Economias como Brasil, México e Argentina também enfrentam efeitos relevantes, devido à importância do setor energético em suas contas externas e fiscais.

“No caso do restante dos países da região, eles são importadores líquidos e, portanto, se beneficiam da queda no preço do petróleo”, disse Monaldi.

Consequências fiscais

O impacto fiscal pode ser especialmente sensível em países como Colômbia e Equador, em que as receitas públicas dependem em maior grau do preço do petróleo. No caso colombiano, esse recurso representa quase 10% das receitas fiscais.

Richard Francis, analista da Fitch Ratings, alertou que uma desvalorização do peso resultante da queda nas receitas do petróleo pode elevar a relação dívida/PIB para além dos 62% projetados para 2026.

Além disso, ele destacou que o impacto sobre as contas públicas ocorre com defasagem, o que pode levar a uma intensificação gradual da pressão fiscal.

No Equador, aproximadamente um terço das receitas fiscais vem do petróleo.
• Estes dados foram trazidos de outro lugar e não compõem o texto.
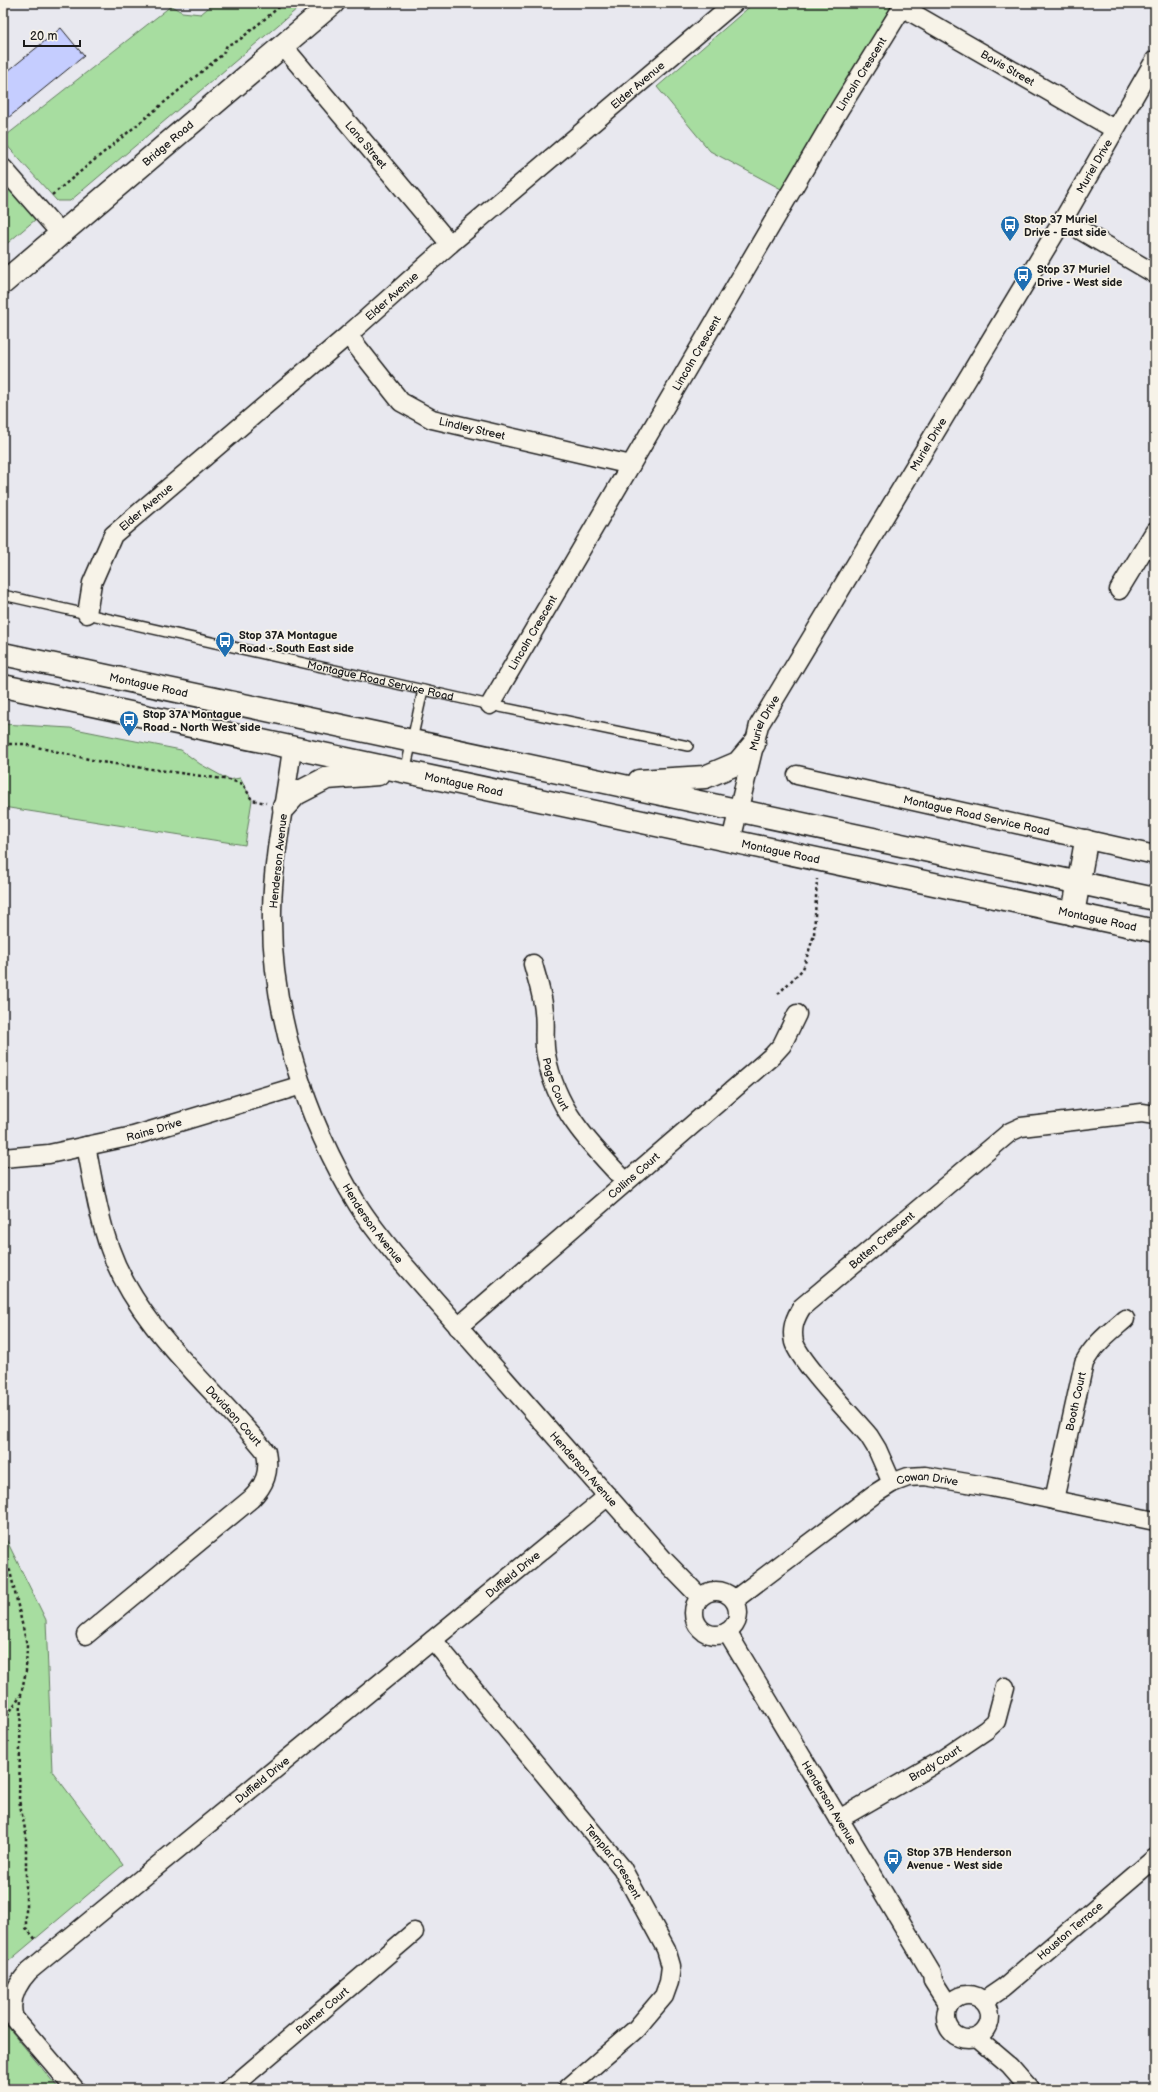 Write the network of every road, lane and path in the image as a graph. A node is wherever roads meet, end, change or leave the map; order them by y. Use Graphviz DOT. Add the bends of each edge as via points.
graph roads {
  1 [pos="284,3"];
  2 [pos="333,3"];
  3 [pos="734,3"];
  4 [pos="904,5"];
  5 [pos="283,46"];
  6 [pos="1155,60"];
  7 [pos="1114,129"];
  8 [pos="3,168"];
  9 [pos="38,207"];
  10 [pos="1063,220"];
  11 [pos="61,234"];
  12 [pos="450,244"];
  13 [pos="1155,274"];
  14 [pos="3,283"];
  15 [pos="348,334"];
  16 [pos="631,465"];
  17 [pos="1155,531"];
  18 [pos="1119,590"];
  19 [pos="3,595"];
  20 [pos="87,614"];
  21 [pos="3,654"];
  22 [pos="3,686"];
  23 [pos="423,690"];
  24 [pos="490,705"];
  25 [pos="297,717"];
  26 [pos="411,741"];
  27 [pos="3,744"];
  28 [pos="754,744"];
  29 [pos="688,746"];
  30 [pos="292,749"];
  31 [pos="405,772"];
  32 [pos="797,776"];
  33 [pos="611,783"];
  34 [pos="284,807"];
  35 [pos="738,809"];
  36 [pos="731,841"];
  37 [pos="1086,841"];
  38 [pos="1155,856"];
  39 [pos="817,877"];
  40 [pos="1078,882"];
  41 [pos="1155,899"];
  42 [pos="1073,914"];
  43 [pos="1155,931"];
  44 [pos="534,964"];
  45 [pos="778,994"];
  46 [pos="797,1014"];
  47 [pos="302,1085"];
  48 [pos="1155,1115"];
  49 [pos="86,1146"];
  50 [pos="3,1158"];
  51 [pos="626,1182"];
  52 [pos="1125,1319"];
  53 [pos="458,1327"];
  54 [pos="892,1483"];
  55 [pos="608,1496"];
  56 [pos="1054,1500"];
  57 [pos="1155,1521"];
  58 [pos="3,1559"];
  59 [pos="700,1597"];
  60 [pos="734,1600"];
  61 [pos="727,1632"];
  62 [pos="86,1635"];
  63 [pos="433,1640"];
  64 [pos="1006,1687"];
  65 [pos="21,1694"];
  66 [pos="3,1724"];
  67 [pos="839,1819"];
  68 [pos="1155,1858"];
  69 [pos="414,1932"];
  70 [pos="49,1955"];
  71 [pos="955,2001"];
  72 [pos="984,2001"];
  73 [pos="982,2032"];
  74 [pos="75,2089"];
  75 [pos="230,2089"];
  76 [pos="567,2089"];
  77 [pos="1030,2089"];
  1 -- 9 [label="path" via="238,41 227,45 223,54"];
  2 -- 5 [label="main road, Bridge Road"];
  3 -- 12 [label="street, Elder Avenue"];
  4 -- 7 [label="street, Bavis Street"];
  4 -- 16 [label="street, Lincoln Crescent" via="840,108"];
  5 -- 11 [label="main road, Bridge Road"];
  5 -- 12 [label="street, Lana Street"];
  6 -- 7 [label="street, Muriel Drive"];
  7 -- 10 [label="street, Muriel Drive"];
  8 -- 9 [label="street"];
  9 -- 11 [label="street"];
  10 -- 13 [label="street"];
  10 -- 28 [label="street, Muriel Drive" via="759,725"];
  11 -- 14 [label="main road, Bridge Road"];
  12 -- 15 [label="street, Elder Avenue"];
  15 -- 16 [label="street, Lindley Street" via="401,402 432,419"];
  15 -- 20 [label="street, Elder Avenue" via="113,535 92,583"];
  16 -- 24 [label="street, Lincoln Crescent"];
  17 -- 18 [label="street"];
  19 -- 20 [label="lane, Montague Road Service Road"];
  20 -- 23 [label="lane, Montague Road Service Road"];
  21 -- 25 [label="main road, Montague Road"];
  22 -- 30 [label="main road, Montague Road"];
  23 -- 24 [label="lane, Montague Road Service Road"];
  23 -- 26 [label="lane"];
  24 -- 29 [label="lane, Montague Road Service Road"];
  25 -- 26 [label="main road, Montague Road"];
  25 -- 30 [label="main road"];
  26 -- 31 [label="lane"];
  26 -- 33 [label="main road, Montague Road"];
  27 -- 34 [label="path" via="24,744 101,762 230,780 242,784 252,800"];
  28 -- 33 [label="main road" via="738,763 705,777"];
  28 -- 35 [label="street, Muriel Drive"];
  30 -- 31 [label="main road, Montague Road"];
  30 -- 34 [label="street, Henderson Avenue"];
  31 -- 34 [label="main road" via="327,778 296,794"];
  31 -- 36 [label="main road, Montague Road"];
  32 -- 37 [label="street, Montague Road Service Road"];
  33 -- 35 [label="main road, Montague Road"];
  34 -- 47 [label="street, Henderson Avenue" via="274,879 273,950 278,989"];
  35 -- 36 [label="street, Muriel Drive"];
  35 -- 40 [label="main road, Montague Road"];
  36 -- 42 [label="main road, Montague Road"];
  37 -- 38 [label="street, Montague Road Service Road"];
  37 -- 40 [label="main road"];
  39 -- 45 [label="path" via="814,935 803,969"];
  40 -- 41 [label="main road, Montague Road"];
  40 -- 42 [label="main road"];
  42 -- 43 [label="main road, Montague Road"];
  44 -- 51 [label="street, Page Court" via="544,1012 546,1055 563,1105 572,1122 588,1142"];
  46 -- 51 [label="street, Collins Court" via="782,1045 772,1056"];
  47 -- 49 [label="street, Rains Drive" via="133,1136"];
  47 -- 53 [label="street, Henderson Avenue" via="324,1141 358,1206 398,1258"];
  48 -- 54 [label="street, Batten Crescent" via="1142,1113 1021,1127 1010,1132 802,1307 793,1331 798,1353 869,1436"];
  49 -- 50 [label="street, Rains Drive" via="49,1154"];
  49 -- 62 [label="street, Davidson Court" via="97,1204 110,1250 126,1283 161,1335 266,1452 268,1463 267,1476 261,1489 251,1499"];
  51 -- 53 [label="street, Collins Court"];
  52 -- 56 [label="street, Booth Court" via="1100,1340 1084,1363"];
  53 -- 55 [label="street, Henderson Avenue"];
  54 -- 56 [label="street, Cowan Drive" via="908,1477 925,1476"];
  54 -- 60 [label="street, Cowan Drive"];
  55 -- 59 [label="street, Henderson Avenue"];
  55 -- 63 [label="street, Duffield Drive"];
  56 -- 57 [label="street, Cowan Drive"];
  58 -- 65 [label="path" via="10,1571 27,1645 26,1671"];
  59 -- 60 [label="street" via="712,1591 721,1591"];
  59 -- 61 [label="street" via="694,1608 697,1625 711,1635"];
  60 -- 61 [label="street" via="738,1611 737,1618"];
  61 -- 67 [label="street, Henderson Avenue"];
  63 -- 70 [label="street, Duffield Drive"];
  63 -- 76 [label="street, Templar Crescent" via="622,1868 643,1903 668,1954 671,1966 669,1982 664,1996 653,2011"];
  64 -- 67 [label="street, Brady Court" via="996,1721 986,1730 943,1759"];
  65 -- 66 [label="path"];
  65 -- 70 [label="path" via="19,1800 26,1834 26,1928"];
  67 -- 71 [label="street, Henderson Avenue" via="932,1974"];
  68 -- 72 [label="street, Houston Terrace" via="1003,1988"];
  69 -- 75 [label="street, Palmer Court"];
  70 -- 74 [label="street, Duffield Drive" via="18,1983 12,2011 14,2018"];
  71 -- 72 [label="street" via="973,1995"];
  71 -- 73 [label="street" via="946,2012 946,2021 955,2036 963,2039"];
  72 -- 73 [label="street" via="990,2013"];
  73 -- 77 [label="street"];
}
O fechamento programado de três campos petrolíferos na Amazônia complica ainda mais o cenário.

Saul del Real, também analista da Fitch, explicou que um choque no setor de petróleo levaria a um aumento no déficit fiscal e nas necessidades de financiamento externo, em um país que já enfrenta dificuldades de acesso aos mercados internacionais.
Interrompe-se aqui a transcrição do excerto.